DATA TO USE:
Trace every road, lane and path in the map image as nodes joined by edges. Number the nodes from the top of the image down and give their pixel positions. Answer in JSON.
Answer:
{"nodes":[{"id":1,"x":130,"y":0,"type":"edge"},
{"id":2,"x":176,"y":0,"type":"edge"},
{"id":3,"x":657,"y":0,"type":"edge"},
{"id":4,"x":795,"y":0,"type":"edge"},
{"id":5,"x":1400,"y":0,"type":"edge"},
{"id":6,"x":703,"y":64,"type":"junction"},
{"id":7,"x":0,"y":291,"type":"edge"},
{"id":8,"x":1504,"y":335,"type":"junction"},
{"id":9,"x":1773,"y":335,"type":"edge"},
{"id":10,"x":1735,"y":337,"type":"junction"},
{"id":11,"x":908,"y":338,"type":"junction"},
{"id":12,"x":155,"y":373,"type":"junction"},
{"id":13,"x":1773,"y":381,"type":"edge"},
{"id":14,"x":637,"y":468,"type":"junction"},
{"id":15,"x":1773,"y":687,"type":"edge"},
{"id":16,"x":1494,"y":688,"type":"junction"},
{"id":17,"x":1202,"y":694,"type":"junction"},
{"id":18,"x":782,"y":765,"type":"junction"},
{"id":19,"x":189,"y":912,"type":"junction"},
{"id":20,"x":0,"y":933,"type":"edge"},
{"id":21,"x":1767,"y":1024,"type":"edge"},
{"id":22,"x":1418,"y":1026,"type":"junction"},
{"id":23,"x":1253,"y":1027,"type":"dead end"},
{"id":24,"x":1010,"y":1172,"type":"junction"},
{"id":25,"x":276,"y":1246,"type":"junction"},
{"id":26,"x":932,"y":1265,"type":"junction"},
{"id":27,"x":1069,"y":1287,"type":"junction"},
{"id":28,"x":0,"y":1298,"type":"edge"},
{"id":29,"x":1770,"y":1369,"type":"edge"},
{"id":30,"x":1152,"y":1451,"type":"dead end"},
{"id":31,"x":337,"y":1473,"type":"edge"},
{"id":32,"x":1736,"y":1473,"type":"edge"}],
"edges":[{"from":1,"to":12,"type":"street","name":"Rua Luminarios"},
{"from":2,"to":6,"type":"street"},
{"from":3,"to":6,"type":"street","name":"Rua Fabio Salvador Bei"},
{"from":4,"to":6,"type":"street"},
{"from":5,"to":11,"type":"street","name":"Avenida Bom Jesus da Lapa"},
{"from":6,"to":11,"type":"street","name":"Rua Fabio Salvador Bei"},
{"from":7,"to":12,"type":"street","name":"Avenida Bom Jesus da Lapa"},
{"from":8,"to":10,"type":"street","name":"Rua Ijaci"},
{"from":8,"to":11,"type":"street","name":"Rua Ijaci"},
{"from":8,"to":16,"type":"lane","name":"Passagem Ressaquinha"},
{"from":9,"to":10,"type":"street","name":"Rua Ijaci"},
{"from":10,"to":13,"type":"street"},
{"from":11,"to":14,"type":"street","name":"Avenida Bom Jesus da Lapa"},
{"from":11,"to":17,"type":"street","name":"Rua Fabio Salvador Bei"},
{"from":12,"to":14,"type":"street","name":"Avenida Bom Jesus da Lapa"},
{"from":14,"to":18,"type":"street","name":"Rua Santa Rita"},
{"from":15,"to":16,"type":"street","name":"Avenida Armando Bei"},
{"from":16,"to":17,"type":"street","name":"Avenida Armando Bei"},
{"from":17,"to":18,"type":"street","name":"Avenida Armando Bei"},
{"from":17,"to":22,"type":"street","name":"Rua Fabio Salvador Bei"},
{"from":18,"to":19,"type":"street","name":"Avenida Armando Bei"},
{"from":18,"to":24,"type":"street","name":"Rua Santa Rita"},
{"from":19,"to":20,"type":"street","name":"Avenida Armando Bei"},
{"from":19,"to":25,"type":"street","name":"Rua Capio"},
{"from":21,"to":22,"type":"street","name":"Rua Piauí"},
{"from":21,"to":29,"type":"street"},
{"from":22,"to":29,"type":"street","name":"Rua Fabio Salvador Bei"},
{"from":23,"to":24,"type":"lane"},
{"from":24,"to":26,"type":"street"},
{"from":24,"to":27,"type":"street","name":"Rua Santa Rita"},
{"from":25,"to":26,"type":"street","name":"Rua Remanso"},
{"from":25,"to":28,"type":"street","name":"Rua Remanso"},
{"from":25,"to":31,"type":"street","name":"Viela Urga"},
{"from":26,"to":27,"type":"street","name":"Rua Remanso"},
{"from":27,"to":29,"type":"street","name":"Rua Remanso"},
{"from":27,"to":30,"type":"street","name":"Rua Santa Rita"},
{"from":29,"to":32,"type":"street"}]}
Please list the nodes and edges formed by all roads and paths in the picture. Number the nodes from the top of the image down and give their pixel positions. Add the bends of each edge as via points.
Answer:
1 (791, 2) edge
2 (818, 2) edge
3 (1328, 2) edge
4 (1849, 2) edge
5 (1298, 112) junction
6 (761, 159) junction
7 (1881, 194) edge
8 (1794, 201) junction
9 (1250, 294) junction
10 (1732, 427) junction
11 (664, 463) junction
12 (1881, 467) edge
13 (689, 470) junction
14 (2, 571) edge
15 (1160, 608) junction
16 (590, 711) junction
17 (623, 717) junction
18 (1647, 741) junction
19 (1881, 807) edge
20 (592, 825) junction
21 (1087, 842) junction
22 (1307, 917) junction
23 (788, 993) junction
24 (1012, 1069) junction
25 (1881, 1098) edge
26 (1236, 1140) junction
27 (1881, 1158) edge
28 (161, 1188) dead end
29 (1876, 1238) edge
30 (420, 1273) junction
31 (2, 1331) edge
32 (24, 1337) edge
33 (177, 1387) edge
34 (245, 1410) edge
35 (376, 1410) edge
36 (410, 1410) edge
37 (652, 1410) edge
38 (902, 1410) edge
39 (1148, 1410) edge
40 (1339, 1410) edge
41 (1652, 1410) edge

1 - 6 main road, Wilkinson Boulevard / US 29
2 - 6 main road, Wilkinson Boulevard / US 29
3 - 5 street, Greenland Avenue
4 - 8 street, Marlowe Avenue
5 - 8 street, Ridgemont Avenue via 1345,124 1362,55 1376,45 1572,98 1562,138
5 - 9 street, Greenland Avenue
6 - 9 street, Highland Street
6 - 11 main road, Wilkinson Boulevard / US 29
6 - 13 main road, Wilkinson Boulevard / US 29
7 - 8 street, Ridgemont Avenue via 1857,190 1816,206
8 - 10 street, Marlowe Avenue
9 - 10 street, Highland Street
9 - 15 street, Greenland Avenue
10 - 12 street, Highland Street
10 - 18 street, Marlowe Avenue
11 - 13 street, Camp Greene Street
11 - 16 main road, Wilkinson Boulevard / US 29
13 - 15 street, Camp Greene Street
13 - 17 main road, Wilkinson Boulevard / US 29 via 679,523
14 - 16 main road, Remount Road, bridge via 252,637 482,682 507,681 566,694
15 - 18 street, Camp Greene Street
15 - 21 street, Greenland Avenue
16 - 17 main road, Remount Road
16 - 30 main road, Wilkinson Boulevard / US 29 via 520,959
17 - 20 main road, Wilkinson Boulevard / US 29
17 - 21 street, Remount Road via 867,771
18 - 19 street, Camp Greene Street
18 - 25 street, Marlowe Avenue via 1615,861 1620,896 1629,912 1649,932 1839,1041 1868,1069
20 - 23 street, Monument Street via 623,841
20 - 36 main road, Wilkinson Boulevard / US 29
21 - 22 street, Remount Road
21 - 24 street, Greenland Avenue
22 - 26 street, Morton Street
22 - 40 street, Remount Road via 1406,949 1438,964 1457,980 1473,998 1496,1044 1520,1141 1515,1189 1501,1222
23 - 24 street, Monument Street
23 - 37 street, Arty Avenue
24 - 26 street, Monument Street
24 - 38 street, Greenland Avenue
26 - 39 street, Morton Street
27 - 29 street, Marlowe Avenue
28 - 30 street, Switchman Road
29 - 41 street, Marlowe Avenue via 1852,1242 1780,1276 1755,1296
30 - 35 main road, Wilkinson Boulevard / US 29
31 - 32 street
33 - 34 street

WHAT NEEDS TO BE DONE: Nothing but a number is expected: how many lines in the data above hold the word "Boulevard".

ANSWER BELOW: 10